__What you have to do__:
Once the pictures are removed, return each record below exactly as written.

★ ★ ★ ★

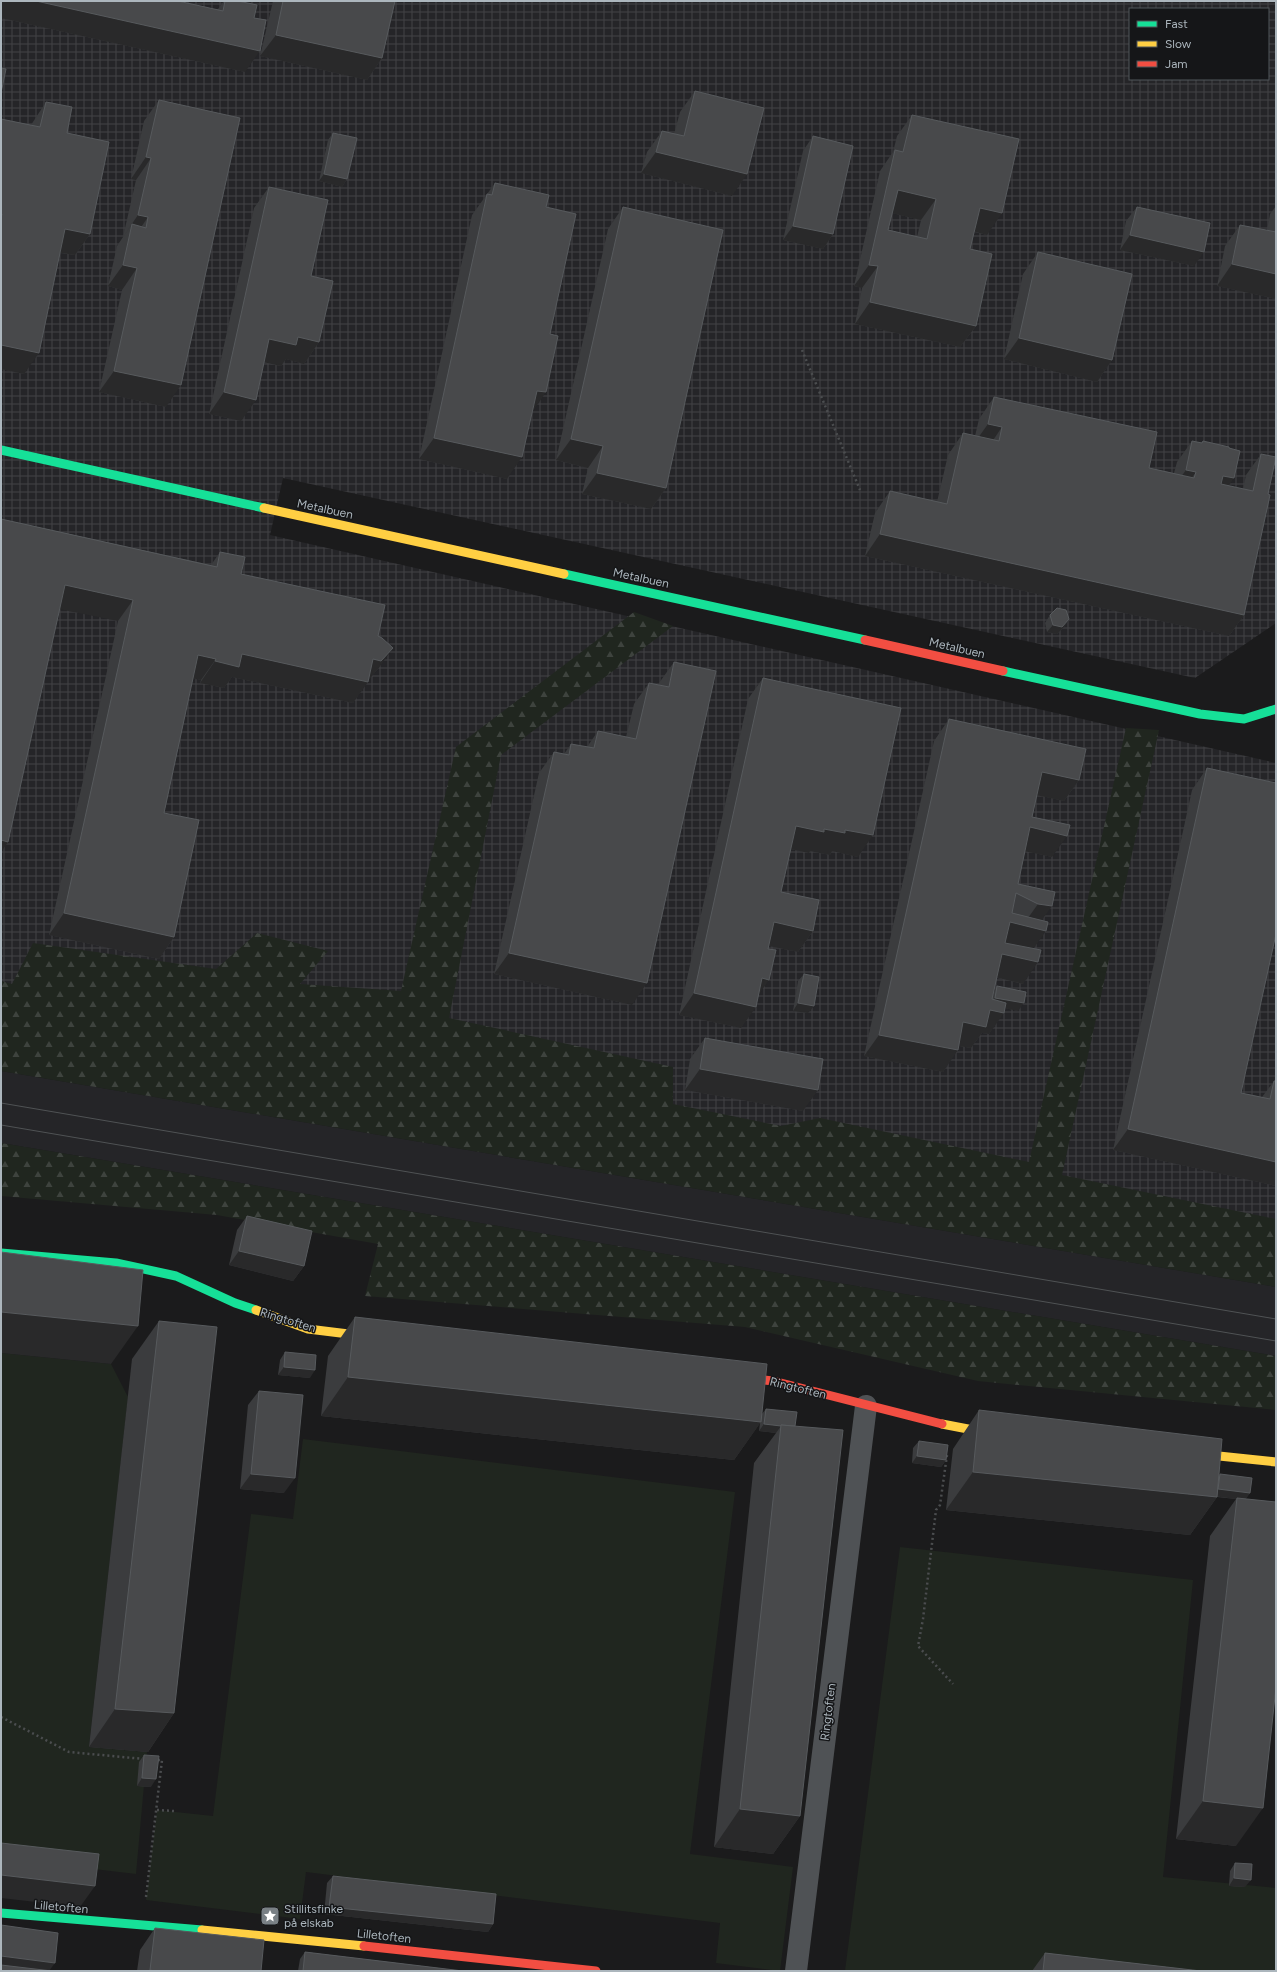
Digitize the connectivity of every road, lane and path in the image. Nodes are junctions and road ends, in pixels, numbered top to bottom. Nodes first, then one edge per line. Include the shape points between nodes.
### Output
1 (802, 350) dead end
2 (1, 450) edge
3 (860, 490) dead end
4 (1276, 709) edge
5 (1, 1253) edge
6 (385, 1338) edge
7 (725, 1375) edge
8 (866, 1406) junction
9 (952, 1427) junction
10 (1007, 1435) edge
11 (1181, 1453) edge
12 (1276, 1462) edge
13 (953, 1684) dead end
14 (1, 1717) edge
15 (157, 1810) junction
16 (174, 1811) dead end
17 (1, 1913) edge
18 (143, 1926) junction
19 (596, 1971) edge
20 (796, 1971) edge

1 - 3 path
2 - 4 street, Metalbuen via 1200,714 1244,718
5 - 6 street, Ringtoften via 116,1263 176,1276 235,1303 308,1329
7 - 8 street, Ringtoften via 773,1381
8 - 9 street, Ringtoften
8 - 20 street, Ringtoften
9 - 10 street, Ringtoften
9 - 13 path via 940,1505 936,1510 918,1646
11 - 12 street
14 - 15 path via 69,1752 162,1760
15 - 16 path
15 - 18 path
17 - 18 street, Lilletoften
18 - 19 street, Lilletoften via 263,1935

★ ★ ★ ★

__Solution for this problem__:
Digitize the connectivity of every road, lane and path in the image. Nodes are junctions and road ends, in pixels, numbered top to bottom. Nodes first, then one edge per line. Include the shape points between nodes.
### Output
1 (802, 350) dead end
2 (1, 450) edge
3 (860, 490) dead end
4 (1276, 709) edge
5 (1, 1253) edge
6 (385, 1338) edge
7 (725, 1375) edge
8 (866, 1406) junction
9 (952, 1427) junction
10 (1007, 1435) edge
11 (1181, 1453) edge
12 (1276, 1462) edge
13 (953, 1684) dead end
14 (1, 1717) edge
15 (157, 1810) junction
16 (174, 1811) dead end
17 (1, 1913) edge
18 (143, 1926) junction
19 (596, 1971) edge
20 (796, 1971) edge

1 - 3 path
2 - 4 street, Metalbuen via 1200,714 1244,718
5 - 6 street, Ringtoften via 116,1263 176,1276 235,1303 308,1329
7 - 8 street, Ringtoften via 773,1381
8 - 9 street, Ringtoften
8 - 20 street, Ringtoften
9 - 10 street, Ringtoften
9 - 13 path via 940,1505 936,1510 918,1646
11 - 12 street
14 - 15 path via 69,1752 162,1760
15 - 16 path
15 - 18 path
17 - 18 street, Lilletoften
18 - 19 street, Lilletoften via 263,1935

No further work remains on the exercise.